==== Source data ====

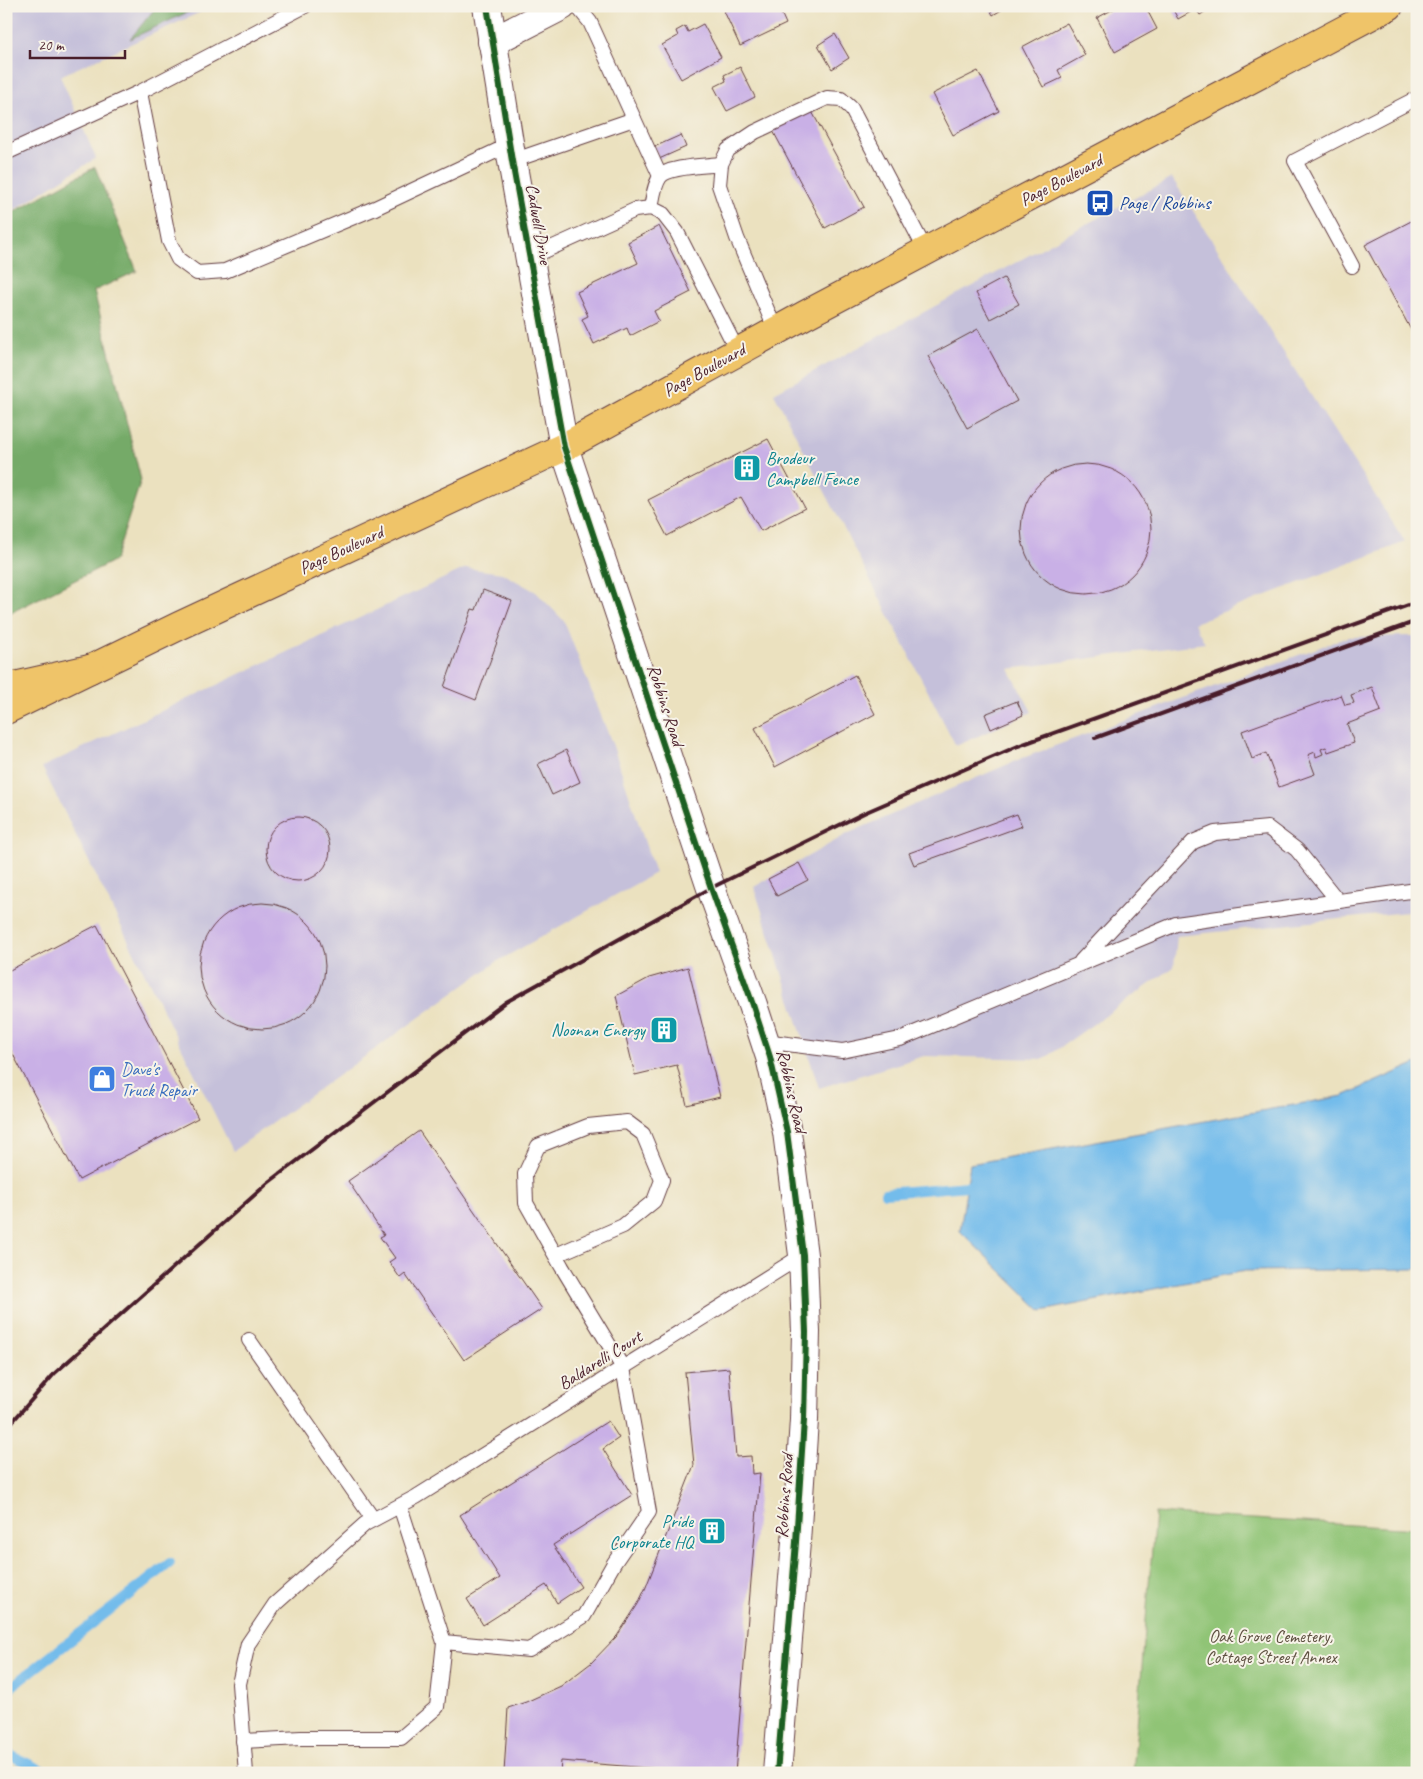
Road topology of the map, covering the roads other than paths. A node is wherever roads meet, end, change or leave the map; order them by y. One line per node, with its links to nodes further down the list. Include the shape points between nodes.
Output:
1 (306, 6): 7 (lane)
2 (487, 6): 6 (street, Cadwell Drive)
3 (562, 6): 6 (street)
4 (577, 6): 9 (lane, via 590,22)
5 (1389, 6): 15 (main road, Page Boulevard)
6 (492, 42): 11 (street, Cadwell Drive)
7 (140, 92): 10 (lane); 11 (lane, via 169,241 178,259 197,274 225,271)
8 (1417, 98): 17 (lane, via 1295,161)
9 (634, 119): 11 (lane); 13 (lane)
10 (6, 153)
11 (511, 153): 16 (street, Cadwell Drive)
12 (721, 164): 13 (lane, via 670,170); 15 (lane, via 728,150 756,132 827,98 841,99 850,108); 18 (lane, via 719,185 737,238)
13 (660, 176): 14 (lane)
14 (651, 208): 16 (lane, via 635,210); 19 (lane, via 664,214 677,232)
15 (926, 251): 18 (main road, Page Boulevard)
16 (530, 258): 20 (street, Cadwell Drive)
17 (1352, 266)
18 (776, 331): 19 (main road, Page Boulevard)
19 (738, 352): 20 (main road, Page Boulevard)
20 (564, 447): 21 (main road, Page Boulevard); 27 (street, Robbins Road)
21 (90, 669): 22 (main road); 23 (main road, Page Boulevard)
22 (6, 688)
23 (6, 710)
24 (1417, 890): 25 (lane)
25 (1338, 901): 26 (lane, via 1176,924); 26 (lane, via 1297,850 1268,828 1215,833 1193,842)
26 (1077, 965): 27 (lane, via 900,1039 842,1051)
27 (764, 1041): 29 (street, Robbins Road, via 787,1132)
28 (556, 1255): 28 (lane, via 526,1203 525,1174 538,1146 588,1126 626,1122 643,1134 662,1180 654,1201 623,1226); 31 (lane)
29 (803, 1255): 31 (lane, Baldarelli Court); 37 (street, Robbins Road, via 806,1332 804,1420)
30 (249, 1340): 33 (lane)
31 (623, 1368): 32 (lane, Baldarelli Court); 34 (lane, via 649,1512 614,1562 584,1616 530,1650)
32 (400, 1506): 33 (lane, Baldarelli Court); 34 (lane)
33 (374, 1519): 35 (lane, Baldarelli Court, via 275,1604 248,1644 239,1684)
34 (444, 1642): 35 (lane, via 437,1707 400,1738)
35 (243, 1740): 36 (lane, Baldarelli Court)
36 (246, 1773)
37 (777, 1773)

====

» **Exercise directions**
Images are not wanted in the copy. Please print the material above exactly.

» **Solution to this problem**
Road topology of the map, covering the roads other than paths. A node is wherever roads meet, end, change or leave the map; order them by y. One line per node, with its links to nodes further down the list. Include the shape points between nodes.
Output:
1 (306, 6): 7 (lane)
2 (487, 6): 6 (street, Cadwell Drive)
3 (562, 6): 6 (street)
4 (577, 6): 9 (lane, via 590,22)
5 (1389, 6): 15 (main road, Page Boulevard)
6 (492, 42): 11 (street, Cadwell Drive)
7 (140, 92): 10 (lane); 11 (lane, via 169,241 178,259 197,274 225,271)
8 (1417, 98): 17 (lane, via 1295,161)
9 (634, 119): 11 (lane); 13 (lane)
10 (6, 153)
11 (511, 153): 16 (street, Cadwell Drive)
12 (721, 164): 13 (lane, via 670,170); 15 (lane, via 728,150 756,132 827,98 841,99 850,108); 18 (lane, via 719,185 737,238)
13 (660, 176): 14 (lane)
14 (651, 208): 16 (lane, via 635,210); 19 (lane, via 664,214 677,232)
15 (926, 251): 18 (main road, Page Boulevard)
16 (530, 258): 20 (street, Cadwell Drive)
17 (1352, 266)
18 (776, 331): 19 (main road, Page Boulevard)
19 (738, 352): 20 (main road, Page Boulevard)
20 (564, 447): 21 (main road, Page Boulevard); 27 (street, Robbins Road)
21 (90, 669): 22 (main road); 23 (main road, Page Boulevard)
22 (6, 688)
23 (6, 710)
24 (1417, 890): 25 (lane)
25 (1338, 901): 26 (lane, via 1176,924); 26 (lane, via 1297,850 1268,828 1215,833 1193,842)
26 (1077, 965): 27 (lane, via 900,1039 842,1051)
27 (764, 1041): 29 (street, Robbins Road, via 787,1132)
28 (556, 1255): 28 (lane, via 526,1203 525,1174 538,1146 588,1126 626,1122 643,1134 662,1180 654,1201 623,1226); 31 (lane)
29 (803, 1255): 31 (lane, Baldarelli Court); 37 (street, Robbins Road, via 806,1332 804,1420)
30 (249, 1340): 33 (lane)
31 (623, 1368): 32 (lane, Baldarelli Court); 34 (lane, via 649,1512 614,1562 584,1616 530,1650)
32 (400, 1506): 33 (lane, Baldarelli Court); 34 (lane)
33 (374, 1519): 35 (lane, Baldarelli Court, via 275,1604 248,1644 239,1684)
34 (444, 1642): 35 (lane, via 437,1707 400,1738)
35 (243, 1740): 36 (lane, Baldarelli Court)
36 (246, 1773)
37 (777, 1773)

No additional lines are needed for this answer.